%%

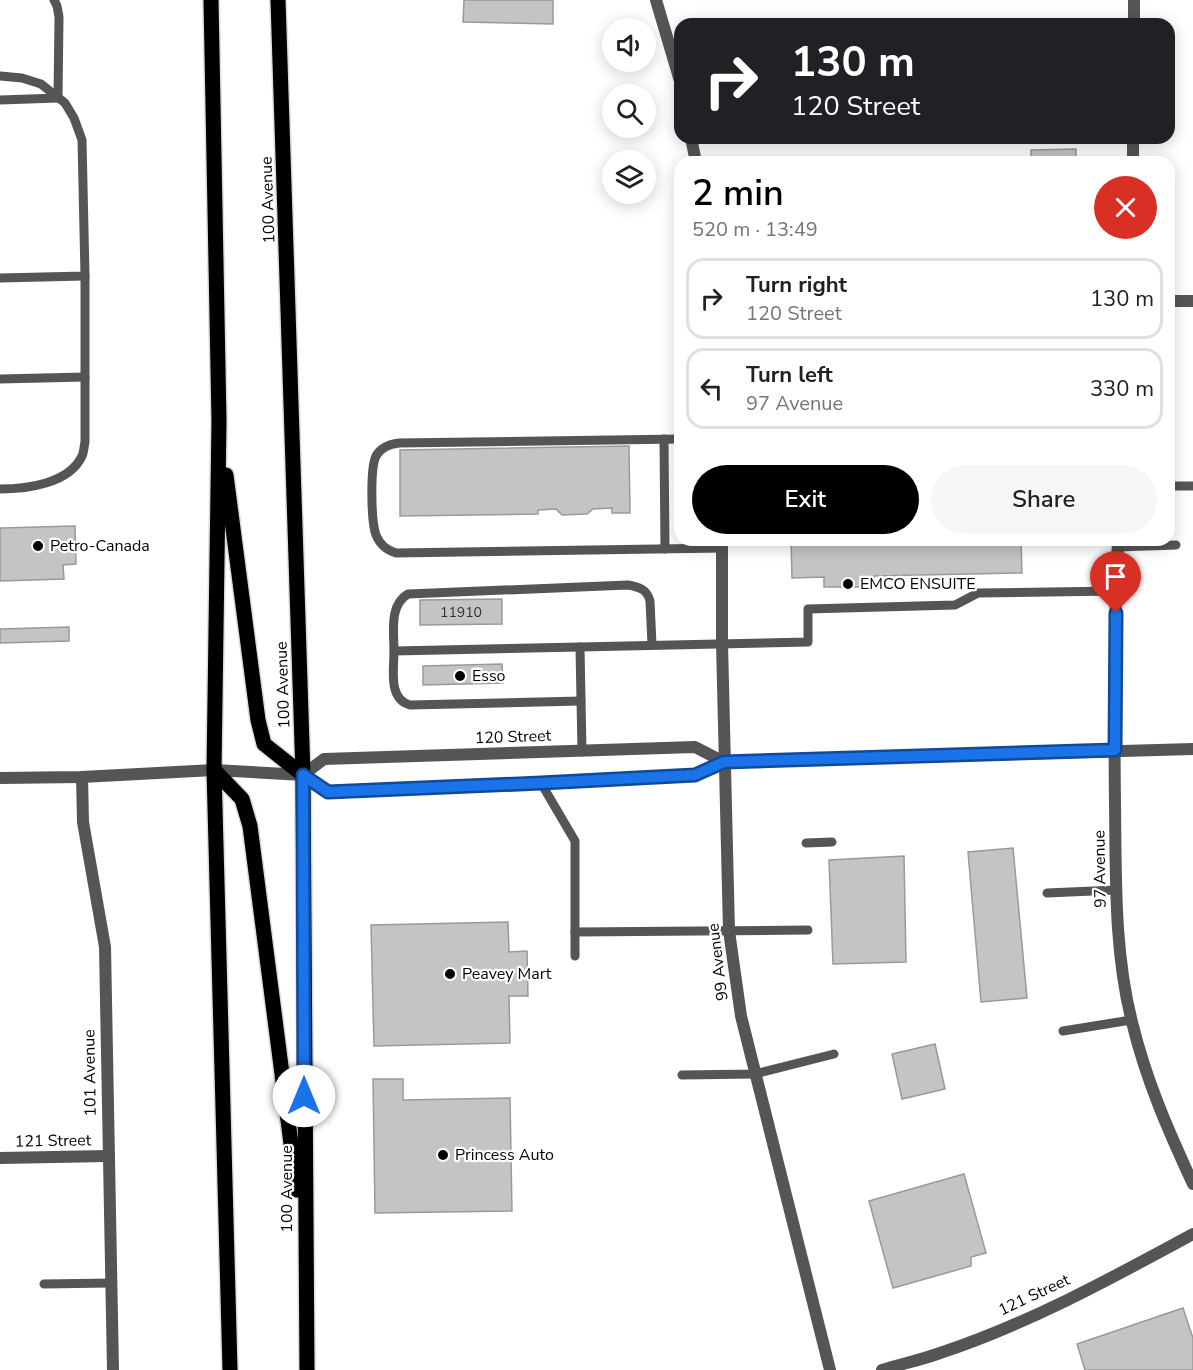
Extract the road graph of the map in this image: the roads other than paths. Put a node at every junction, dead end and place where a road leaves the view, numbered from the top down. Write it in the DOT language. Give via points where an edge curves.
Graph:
graph roads {
  1 [pos="54,0"];
  2 [pos="211,0"];
  3 [pos="278,0"];
  4 [pos="656,0"];
  5 [pos="1134,0"];
  6 [pos="1134,18"];
  7 [pos="674,53"];
  8 [pos="0,76"];
  9 [pos="58,98"];
  10 [pos="0,100"];
  11 [pos="85,276"];
  12 [pos="0,278"];
  13 [pos="1175,301"];
  14 [pos="1193,301"];
  15 [pos="85,377"];
  16 [pos="0,379"];
  17 [pos="219,421"];
  18 [pos="664,439"];
  19 [pos="674,439"];
  20 [pos="1175,486"];
  21 [pos="1193,486"];
  22 [pos="0,489"];
  23 [pos="699,546"];
  24 [pos="722,546"];
  25 [pos="1118,546"];
  26 [pos="665,549"];
  27 [pos="1116,591"];
  28 [pos="722,644"];
  29 [pos="652,645"];
  30 [pos="580,647"];
  31 [pos="394,651"];
  32 [pos="581,701"];
  33 [pos="1193,749"];
  34 [pos="1115,750"];
  35 [pos="582,752"];
  36 [pos="724,762"];
  37 [pos="214,770"];
  38 [pos="303,775"];
  39 [pos="82,777"];
  40 [pos="0,778"];
  41 [pos="541,783"];
  42 [pos="832,842"];
  43 [pos="806,843"];
  44 [pos="1116,890"];
  45 [pos="1047,893"];
  46 [pos="808,930"];
  47 [pos="729,931"];
  48 [pos="575,932"];
  49 [pos="575,956"];
  50 [pos="1131,1020"];
  51 [pos="1063,1030"];
  52 [pos="834,1054"];
  53 [pos="755,1074"];
  54 [pos="682,1075"];
  55 [pos="108,1156"];
  56 [pos="0,1158"];
  57 [pos="1193,1184"];
  58 [pos="1193,1234"];
  59 [pos="305,1256"];
  60 [pos="111,1283"];
  61 [pos="44,1284"];
  62 [pos="113,1370"];
  63 [pos="230,1370"];
  64 [pos="307,1370"];
  65 [pos="830,1370"];
  66 [pos="882,1370"];
  1 -- 9 [label="lane" via="59,18"];
  2 -- 17 [label="main road"];
  3 -- 38 [label="main road, 100 Avenue"];
  4 -- 7 [label="street"];
  5 -- 6 [label="street"];
  8 -- 9 [label="lane" via="41,84"];
  9 -- 10 [label="lane"];
  9 -- 11 [label="lane" via="74,118 82,140"];
  11 -- 12 [label="lane"];
  11 -- 15 [label="lane"];
  13 -- 14 [label="street"];
  15 -- 16 [label="lane"];
  15 -- 22 [label="lane" via="82,457 72,469 39,486"];
  17 -- 37 [label="main road"];
  17 -- 38 [label="main road" via="258,720 264,744"];
  18 -- 19 [label="lane"];
  18 -- 26 [label="lane"];
  18 -- 26 [label="lane" via="399,442 381,449 372,469 376,535 387,550 396,553"];
  20 -- 21 [label="lane"];
  23 -- 26 [label="lane"];
  24 -- 28 [label="street, 99 Avenue"];
  25 -- 27 [label="street, 97 Avenue"];
  27 -- 28 [label="lane" via="978,593 955,605 808,609 808,642"];
  27 -- 34 [label="street, 97 Avenue"];
  28 -- 29 [label="lane"];
  28 -- 36 [label="street, 99 Avenue"];
  29 -- 30 [label="lane"];
  29 -- 31 [label="lane" via="648,595 645,590 628,585 408,594 395,612"];
  30 -- 31 [label="lane"];
  30 -- 32 [label="lane"];
  31 -- 32 [label="lane" via="396,696 410,705"];
  32 -- 35 [label="lane"];
  33 -- 34 [label="street, 120 Street"];
  34 -- 36 [label="street, 120 Street"];
  34 -- 44 [label="street, 97 Avenue"];
  35 -- 36 [label="street, 120 Street" via="695,747"];
  35 -- 38 [label="street, 120 Street" via="324,759"];
  36 -- 41 [label="street, 120 Street" via="695,775"];
  36 -- 47 [label="street, 99 Avenue"];
  37 -- 38 [label="street"];
  37 -- 39 [label="street"];
  37 -- 59 [label="main road" via="242,799 250,826"];
  37 -- 63 [label="main road"];
  38 -- 41 [label="street, 120 Street" via="328,792"];
  38 -- 59 [label="main road, 100 Avenue"];
  39 -- 40 [label="street"];
  39 -- 55 [label="street, 101 Avenue" via="83,822 105,947"];
  41 -- 48 [label="lane" via="575,841"];
  42 -- 43 [label="lane"];
  44 -- 45 [label="lane"];
  44 -- 50 [label="street, 97 Avenue" via="1120,954"];
  46 -- 47 [label="lane"];
  47 -- 48 [label="lane"];
  47 -- 53 [label="street, 99 Avenue" via="741,1016"];
  48 -- 49 [label="lane"];
  50 -- 51 [label="lane"];
  50 -- 57 [label="street, 97 Avenue" via="1146,1075"];
  52 -- 53 [label="lane"];
  53 -- 54 [label="lane"];
  53 -- 65 [label="street, 99 Avenue"];
  55 -- 56 [label="street, 121 Street"];
  55 -- 60 [label="street, 101 Avenue"];
  58 -- 66 [label="street, 121 Street" via="1124,1272 1019,1321 940,1353"];
  59 -- 64 [label="main road, 100 Avenue"];
  60 -- 61 [label="lane"];
  60 -- 62 [label="street, 101 Avenue"];
}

%%

Instructions to follow: All of the material is to be reproduced verbatim, pictures excluded.

Answer to this exercise:
Extract the road graph of the map in this image: the roads other than paths. Put a node at every junction, dead end and place where a road leaves the view, numbered from the top down. Write it in the DOT language. Give via points where an edge curves.
Graph:
graph roads {
  1 [pos="54,0"];
  2 [pos="211,0"];
  3 [pos="278,0"];
  4 [pos="656,0"];
  5 [pos="1134,0"];
  6 [pos="1134,18"];
  7 [pos="674,53"];
  8 [pos="0,76"];
  9 [pos="58,98"];
  10 [pos="0,100"];
  11 [pos="85,276"];
  12 [pos="0,278"];
  13 [pos="1175,301"];
  14 [pos="1193,301"];
  15 [pos="85,377"];
  16 [pos="0,379"];
  17 [pos="219,421"];
  18 [pos="664,439"];
  19 [pos="674,439"];
  20 [pos="1175,486"];
  21 [pos="1193,486"];
  22 [pos="0,489"];
  23 [pos="699,546"];
  24 [pos="722,546"];
  25 [pos="1118,546"];
  26 [pos="665,549"];
  27 [pos="1116,591"];
  28 [pos="722,644"];
  29 [pos="652,645"];
  30 [pos="580,647"];
  31 [pos="394,651"];
  32 [pos="581,701"];
  33 [pos="1193,749"];
  34 [pos="1115,750"];
  35 [pos="582,752"];
  36 [pos="724,762"];
  37 [pos="214,770"];
  38 [pos="303,775"];
  39 [pos="82,777"];
  40 [pos="0,778"];
  41 [pos="541,783"];
  42 [pos="832,842"];
  43 [pos="806,843"];
  44 [pos="1116,890"];
  45 [pos="1047,893"];
  46 [pos="808,930"];
  47 [pos="729,931"];
  48 [pos="575,932"];
  49 [pos="575,956"];
  50 [pos="1131,1020"];
  51 [pos="1063,1030"];
  52 [pos="834,1054"];
  53 [pos="755,1074"];
  54 [pos="682,1075"];
  55 [pos="108,1156"];
  56 [pos="0,1158"];
  57 [pos="1193,1184"];
  58 [pos="1193,1234"];
  59 [pos="305,1256"];
  60 [pos="111,1283"];
  61 [pos="44,1284"];
  62 [pos="113,1370"];
  63 [pos="230,1370"];
  64 [pos="307,1370"];
  65 [pos="830,1370"];
  66 [pos="882,1370"];
  1 -- 9 [label="lane" via="59,18"];
  2 -- 17 [label="main road"];
  3 -- 38 [label="main road, 100 Avenue"];
  4 -- 7 [label="street"];
  5 -- 6 [label="street"];
  8 -- 9 [label="lane" via="41,84"];
  9 -- 10 [label="lane"];
  9 -- 11 [label="lane" via="74,118 82,140"];
  11 -- 12 [label="lane"];
  11 -- 15 [label="lane"];
  13 -- 14 [label="street"];
  15 -- 16 [label="lane"];
  15 -- 22 [label="lane" via="82,457 72,469 39,486"];
  17 -- 37 [label="main road"];
  17 -- 38 [label="main road" via="258,720 264,744"];
  18 -- 19 [label="lane"];
  18 -- 26 [label="lane"];
  18 -- 26 [label="lane" via="399,442 381,449 372,469 376,535 387,550 396,553"];
  20 -- 21 [label="lane"];
  23 -- 26 [label="lane"];
  24 -- 28 [label="street, 99 Avenue"];
  25 -- 27 [label="street, 97 Avenue"];
  27 -- 28 [label="lane" via="978,593 955,605 808,609 808,642"];
  27 -- 34 [label="street, 97 Avenue"];
  28 -- 29 [label="lane"];
  28 -- 36 [label="street, 99 Avenue"];
  29 -- 30 [label="lane"];
  29 -- 31 [label="lane" via="648,595 645,590 628,585 408,594 395,612"];
  30 -- 31 [label="lane"];
  30 -- 32 [label="lane"];
  31 -- 32 [label="lane" via="396,696 410,705"];
  32 -- 35 [label="lane"];
  33 -- 34 [label="street, 120 Street"];
  34 -- 36 [label="street, 120 Street"];
  34 -- 44 [label="street, 97 Avenue"];
  35 -- 36 [label="street, 120 Street" via="695,747"];
  35 -- 38 [label="street, 120 Street" via="324,759"];
  36 -- 41 [label="street, 120 Street" via="695,775"];
  36 -- 47 [label="street, 99 Avenue"];
  37 -- 38 [label="street"];
  37 -- 39 [label="street"];
  37 -- 59 [label="main road" via="242,799 250,826"];
  37 -- 63 [label="main road"];
  38 -- 41 [label="street, 120 Street" via="328,792"];
  38 -- 59 [label="main road, 100 Avenue"];
  39 -- 40 [label="street"];
  39 -- 55 [label="street, 101 Avenue" via="83,822 105,947"];
  41 -- 48 [label="lane" via="575,841"];
  42 -- 43 [label="lane"];
  44 -- 45 [label="lane"];
  44 -- 50 [label="street, 97 Avenue" via="1120,954"];
  46 -- 47 [label="lane"];
  47 -- 48 [label="lane"];
  47 -- 53 [label="street, 99 Avenue" via="741,1016"];
  48 -- 49 [label="lane"];
  50 -- 51 [label="lane"];
  50 -- 57 [label="street, 97 Avenue" via="1146,1075"];
  52 -- 53 [label="lane"];
  53 -- 54 [label="lane"];
  53 -- 65 [label="street, 99 Avenue"];
  55 -- 56 [label="street, 121 Street"];
  55 -- 60 [label="street, 101 Avenue"];
  58 -- 66 [label="street, 121 Street" via="1124,1272 1019,1321 940,1353"];
  59 -- 64 [label="main road, 100 Avenue"];
  60 -- 61 [label="lane"];
  60 -- 62 [label="street, 101 Avenue"];
}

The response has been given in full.